Vade retro, San Valentín

  Por: Juan Carlos Orrego
El pasado 14 de febrero, mientras desayunaba frente al televisor, me enteré de lo muy institucionalizado que anda el día de San Valentín en Colombia. Como yo no soy un portento en cuanto a actualización -siempre me entero tarde de todo: por ejemplo, cuando me enteré de la “chuzada” del Presidente ya lo habían “chuzado” dos veces-, es posible que esa consagración se hubiera dado un par de años atrás o algo así. En todo caso, hoy en día no cabe duda de la aceptación que tiene la celebración en Colombia: los titulares de la sección de ocio y farándula de RCN y Caracol -esa triste cristalización de la “opinión pública”- anunciaron con bombos y platillos el bendito día, y más tarde, en las sacrosantas instalaciones académicas del “Alma Máter” descubrí los millones de volantes con que las discotecas de moda anunciaban una fiesta de San Valentín con todo y ganga alcohólica.
Los lectores entenderán que un columnista debe pronunciarse contra este tipo de entusiasmos de última hora, pues el crítico de costumbres tiene siempre la obligación de chistar contra las modificaciones o, si es el caso, contra lo que se conserva (todo con el fin de que haya tema cada quince días). Pero esta vez no se trata de un fantasma o de un lío inventado al paso: de verdad, a lo que se asiste con el San Valentín es a otra de las concretas derrotas de nuestras costumbres e idiosincrasia frente a los usos estadounidenses.
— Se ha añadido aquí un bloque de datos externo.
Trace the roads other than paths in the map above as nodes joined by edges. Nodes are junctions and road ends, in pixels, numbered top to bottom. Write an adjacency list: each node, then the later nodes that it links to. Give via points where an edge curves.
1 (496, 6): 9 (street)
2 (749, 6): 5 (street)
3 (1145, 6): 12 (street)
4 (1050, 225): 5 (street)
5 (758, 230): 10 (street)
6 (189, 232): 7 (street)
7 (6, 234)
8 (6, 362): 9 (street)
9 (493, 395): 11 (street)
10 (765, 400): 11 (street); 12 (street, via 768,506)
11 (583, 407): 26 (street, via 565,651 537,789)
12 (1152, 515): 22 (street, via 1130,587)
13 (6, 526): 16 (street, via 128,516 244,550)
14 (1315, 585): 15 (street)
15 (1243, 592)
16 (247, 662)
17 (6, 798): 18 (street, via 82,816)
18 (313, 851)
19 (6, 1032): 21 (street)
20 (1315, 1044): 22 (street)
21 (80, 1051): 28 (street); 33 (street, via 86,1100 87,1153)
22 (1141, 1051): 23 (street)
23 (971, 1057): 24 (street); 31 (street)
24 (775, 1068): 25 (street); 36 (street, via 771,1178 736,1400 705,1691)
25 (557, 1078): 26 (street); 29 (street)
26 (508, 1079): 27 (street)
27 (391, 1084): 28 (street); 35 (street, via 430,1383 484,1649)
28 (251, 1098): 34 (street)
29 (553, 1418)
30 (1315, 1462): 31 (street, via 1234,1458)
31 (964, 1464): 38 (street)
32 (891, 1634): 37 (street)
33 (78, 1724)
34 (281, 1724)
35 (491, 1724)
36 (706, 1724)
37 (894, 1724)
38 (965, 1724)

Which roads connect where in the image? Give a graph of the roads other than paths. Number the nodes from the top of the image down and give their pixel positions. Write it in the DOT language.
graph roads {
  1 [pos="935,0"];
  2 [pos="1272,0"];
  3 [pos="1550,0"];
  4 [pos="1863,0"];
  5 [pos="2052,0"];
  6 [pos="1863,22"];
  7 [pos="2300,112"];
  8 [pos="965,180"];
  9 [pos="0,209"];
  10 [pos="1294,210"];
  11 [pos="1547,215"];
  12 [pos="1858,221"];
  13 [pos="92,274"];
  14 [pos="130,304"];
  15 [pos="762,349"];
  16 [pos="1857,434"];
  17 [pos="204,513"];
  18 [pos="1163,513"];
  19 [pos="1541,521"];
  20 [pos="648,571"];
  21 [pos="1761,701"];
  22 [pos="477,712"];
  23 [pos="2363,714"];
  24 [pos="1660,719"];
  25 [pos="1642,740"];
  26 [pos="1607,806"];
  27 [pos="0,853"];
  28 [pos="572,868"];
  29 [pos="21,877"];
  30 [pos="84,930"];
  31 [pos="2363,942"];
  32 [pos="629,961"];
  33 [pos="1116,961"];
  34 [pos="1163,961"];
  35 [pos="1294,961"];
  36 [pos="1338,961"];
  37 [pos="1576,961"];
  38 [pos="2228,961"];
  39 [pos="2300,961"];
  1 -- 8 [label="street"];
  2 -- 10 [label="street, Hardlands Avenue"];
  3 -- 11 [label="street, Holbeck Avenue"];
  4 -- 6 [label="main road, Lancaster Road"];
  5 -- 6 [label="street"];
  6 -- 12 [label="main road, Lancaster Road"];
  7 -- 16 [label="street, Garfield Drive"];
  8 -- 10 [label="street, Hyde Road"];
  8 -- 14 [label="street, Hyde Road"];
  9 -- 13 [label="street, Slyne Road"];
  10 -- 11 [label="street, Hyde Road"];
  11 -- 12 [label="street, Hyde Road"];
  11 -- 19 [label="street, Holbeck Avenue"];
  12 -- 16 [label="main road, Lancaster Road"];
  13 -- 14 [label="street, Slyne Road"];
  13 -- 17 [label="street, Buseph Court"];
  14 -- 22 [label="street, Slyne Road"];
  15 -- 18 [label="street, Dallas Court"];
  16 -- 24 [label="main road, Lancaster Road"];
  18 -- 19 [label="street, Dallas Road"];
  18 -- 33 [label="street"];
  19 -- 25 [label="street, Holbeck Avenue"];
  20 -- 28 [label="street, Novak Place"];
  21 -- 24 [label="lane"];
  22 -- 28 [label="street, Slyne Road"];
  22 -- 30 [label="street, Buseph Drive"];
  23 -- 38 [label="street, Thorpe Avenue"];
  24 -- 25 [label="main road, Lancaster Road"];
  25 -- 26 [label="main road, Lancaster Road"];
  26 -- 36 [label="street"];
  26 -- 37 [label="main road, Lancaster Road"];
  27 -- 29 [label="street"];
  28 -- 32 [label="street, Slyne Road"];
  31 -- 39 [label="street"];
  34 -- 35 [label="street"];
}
Esto del “Día de los enamorados” deja ver claramente el sinsentido de la influencia: algo que ya teníamos se ve desplazado por su correspondiente versión foránea, haciéndose evidente que lo que hay de por medio es un cambio de estilo y no -lo cual sería menos odioso- el aporte de algo que no se conociera y que en buena medida se necesitara, como les ocurrió a nuestros remotos antepasados con la rueda.
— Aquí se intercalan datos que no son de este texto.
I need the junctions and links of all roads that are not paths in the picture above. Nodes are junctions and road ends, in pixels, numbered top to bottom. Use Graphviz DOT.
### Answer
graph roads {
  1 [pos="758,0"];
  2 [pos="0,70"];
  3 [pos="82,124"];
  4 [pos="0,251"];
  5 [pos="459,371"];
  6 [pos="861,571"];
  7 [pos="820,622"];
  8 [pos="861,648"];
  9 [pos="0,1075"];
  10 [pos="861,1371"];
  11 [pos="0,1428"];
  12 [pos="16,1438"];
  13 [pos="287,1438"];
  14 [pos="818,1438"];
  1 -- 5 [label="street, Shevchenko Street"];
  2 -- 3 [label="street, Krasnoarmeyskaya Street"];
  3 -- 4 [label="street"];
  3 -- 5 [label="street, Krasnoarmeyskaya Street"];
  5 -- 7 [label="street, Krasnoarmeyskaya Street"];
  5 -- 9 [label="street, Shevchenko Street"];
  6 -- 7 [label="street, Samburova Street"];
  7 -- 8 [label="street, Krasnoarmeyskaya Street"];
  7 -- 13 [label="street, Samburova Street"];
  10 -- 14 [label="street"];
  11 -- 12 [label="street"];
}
¡Réquiem por el “Día del amor y la amistad” y el juego del “Amigo secreto”! Aquello que antes fue un solemnísimo rito del afecto, una afortunada coyuntura para vencer timideces y todo un aliciente para soportar la austeridad de un mes sin fechas festivas -especialísimo fin de semana, tan preñado de emociones y regalos como una fiesta de reyes-, hoy es visto como un anacronismo de escuelita, una mala idea de papás babosos y un pretexto para la burla por parte de los jovencitos discotequeros. Mientras tanto, el San Valentín poco tiene de fiesta familiar, y tampoco convoca al colectivo puro de los amigos; más parece una oportunidad para privadas sesiones alucinógenas, borracheras babilónicas y humedades clandestinas, y todo ello disimulado con una flor regalada al estilo gringo: con exhibicionismo y costosísimo buen gusto.
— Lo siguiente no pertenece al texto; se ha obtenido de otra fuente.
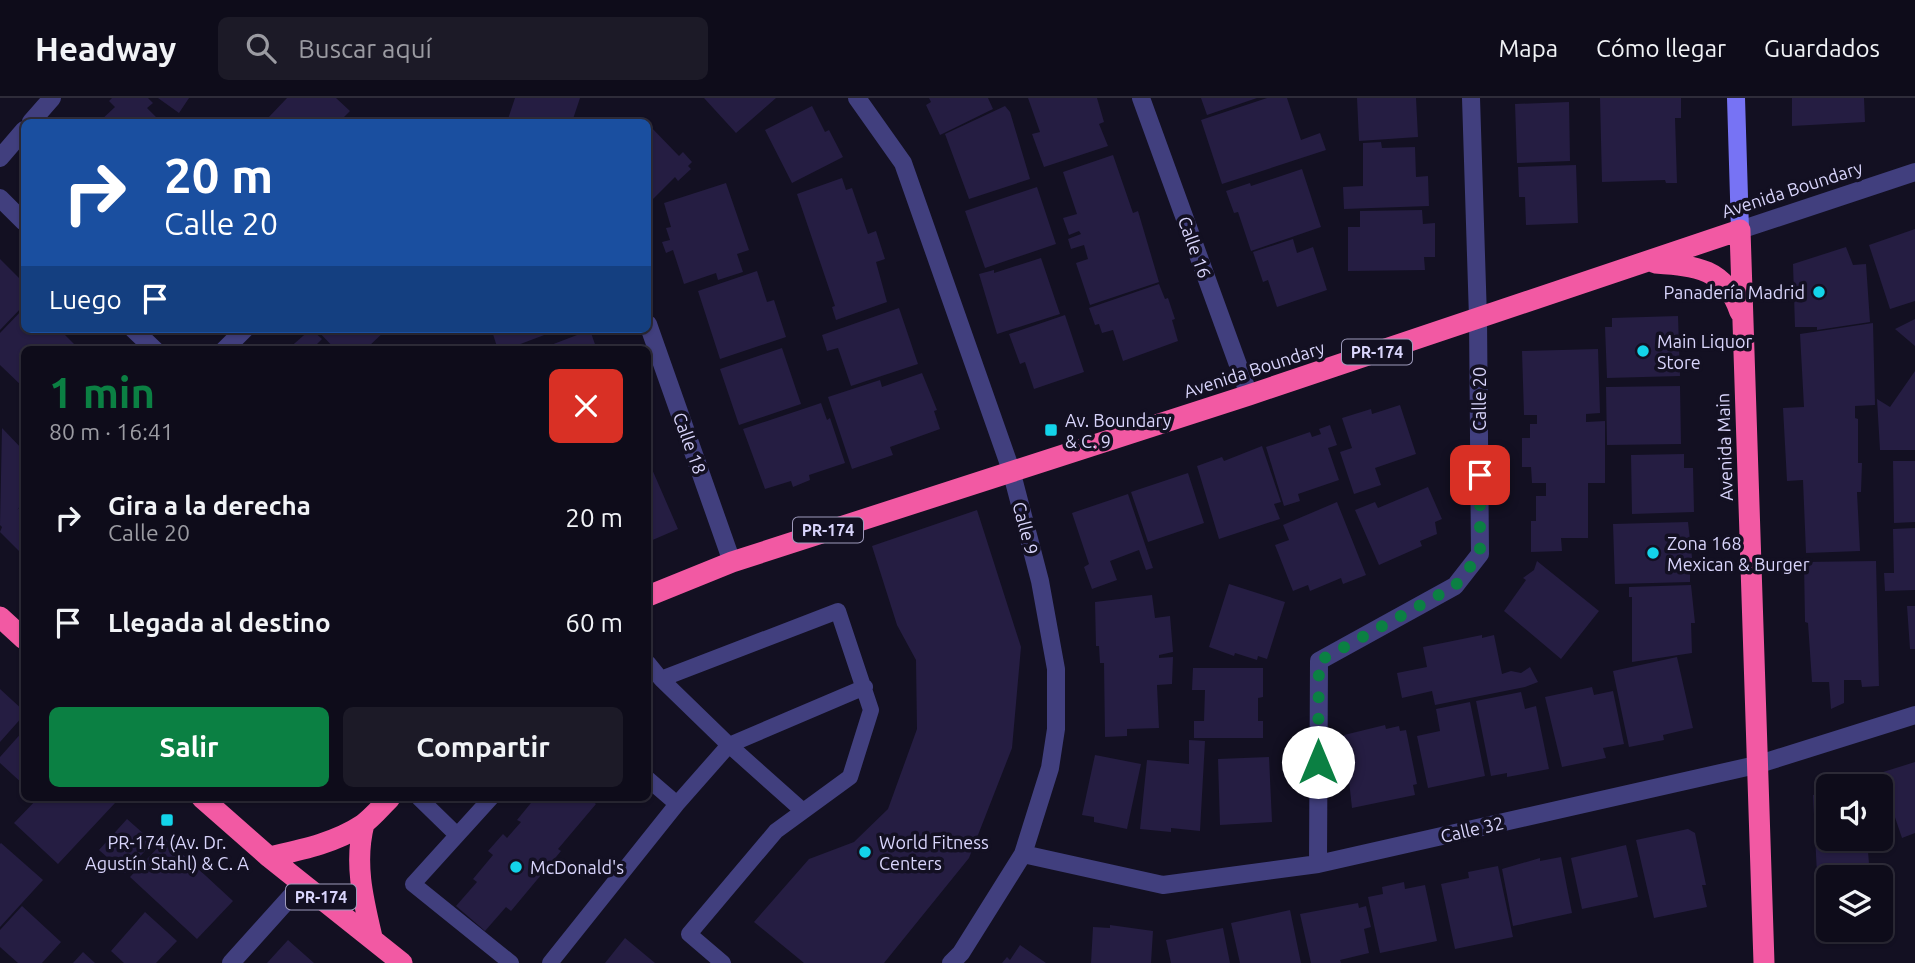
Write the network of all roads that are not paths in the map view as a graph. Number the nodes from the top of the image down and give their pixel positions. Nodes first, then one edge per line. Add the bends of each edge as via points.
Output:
1 (52, 98) edge
2 (857, 98) edge
3 (1141, 98) edge
4 (1471, 98) edge
5 (1736, 98) edge
6 (34, 119) edge
7 (21, 134) edge
8 (0, 158) edge
9 (1915, 172) edge
10 (0, 198) edge
11 (21, 219) edge
12 (1740, 230) junction
13 (1646, 262) junction
14 (1478, 318) junction
15 (1743, 321) junction
16 (651, 332) edge
17 (137, 333) edge
18 (240, 333) edge
19 (151, 346) edge
20 (228, 346) edge
21 (1249, 395) junction
22 (1012, 470) junction
23 (732, 562) junction
24 (651, 595) edge
25 (0, 617) edge
26 (21, 636) edge
27 (651, 667) edge
28 (661, 679) junction
29 (865, 687) junction
30 (1915, 715) edge
31 (729, 745) junction
32 (1756, 765) junction
33 (651, 782) edge
34 (205, 801) edge
35 (387, 801) edge
36 (422, 801) edge
37 (488, 801) edge
38 (677, 804) junction
39 (803, 811) junction
40 (364, 824) junction
41 (457, 835) junction
42 (1023, 854) junction
43 (269, 857) junction
44 (1318, 864) junction
45 (303, 883) junction
46 (372, 937) junction
47 (231, 963) edge
48 (402, 963) edge
49 (511, 963) edge
50 (550, 963) edge
51 (723, 963) edge
52 (951, 963) edge
53 (1764, 963) edge

1 - 6 street
2 - 22 street, Calle 9 via 902,163
3 - 21 street, Calle 16
4 - 14 street, Calle 20
5 - 12 street, Avenida Main
7 - 8 street
9 - 12 street, Avenida Boundary
10 - 11 street
12 - 13 highway, Avenida Boundary / PR-174
12 - 15 highway, Avenida Main
13 - 14 highway, Avenida Boundary / PR-174
13 - 15 highway via 1694,266 1713,274 1736,300
14 - 21 highway, Avenida Boundary / PR-174
14 - 44 street, Calle 20 via 1480,554 1455,586 1319,661
15 - 32 highway, Avenida Main
16 - 23 street, Calle 18
17 - 19 street
18 - 20 street
21 - 22 highway, Avenida Boundary / PR-174
22 - 23 highway, Avenida Boundary / PR-174
22 - 42 street, Calle 9 via 1041,581 1056,669 1056,729 1050,768
23 - 24 highway, Avenida Boundary / PR-174
25 - 26 highway
27 - 28 lane
28 - 29 lane via 838,611
28 - 31 lane
29 - 31 lane
29 - 39 lane via 871,710 850,777
30 - 32 street, Calle 32
31 - 38 lane
31 - 39 lane
32 - 44 street, Calle 32
32 - 53 highway, Avenida Main
33 - 38 lane
34 - 43 highway, PR-174
35 - 40 highway
36 - 41 lane
37 - 41 lane
38 - 50 lane
39 - 51 lane via 776,831 689,934
40 - 43 highway via 334,839
40 - 46 highway, PR-174 via 359,871
41 - 49 lane via 413,884
42 - 44 street, Calle 32 via 1163,885
42 - 52 street, Calle 9
43 - 45 highway, PR-174
45 - 46 highway, PR-174
45 - 47 street
46 - 48 highway, PR-174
Acaso este lamento peque por desmedido conservadurismo; no lo descarto. Pero mi ira -que, ya que me puse mojigato, quisiera pensar como una “ira santa”- se desató hace un par de semanas, cuando asistí al velorio de un sobrio prohombre. Ocurrió que, en medio del recogimiento del acto y del antiguo dolor de una esposa consagrada y venerable, la sala fue invadida por una turbamulta de extravagantes ramos, todos aderezados con flores de un chillón exotismo que no es fácil imaginar -incluso me parece recordar que, en medio de esa selva obscena, dos plantas carnívoras se peleaban la carroña de un abejorro-. Dígase lo que se quiera, la muerte necesita de sus apagados símbolos para -la paradoja es inevitable- ser vivida como debe ser. Y, ¿adivina el lector el porqué de aquel inoportuno bosque encantado? Ocurre, simplemente, que la muerte debe soportar las sobras de la orgía. Se trata de las lógicas comerciales y estéticas de un febrero artificiosamente enamorado, convertido por los floristas en un mes de carnaval internacional: todo un TLC de los sentimientos corrompiendo las emociones y sobresaltos más genuinos del corazón. Vade retro, San Valentín.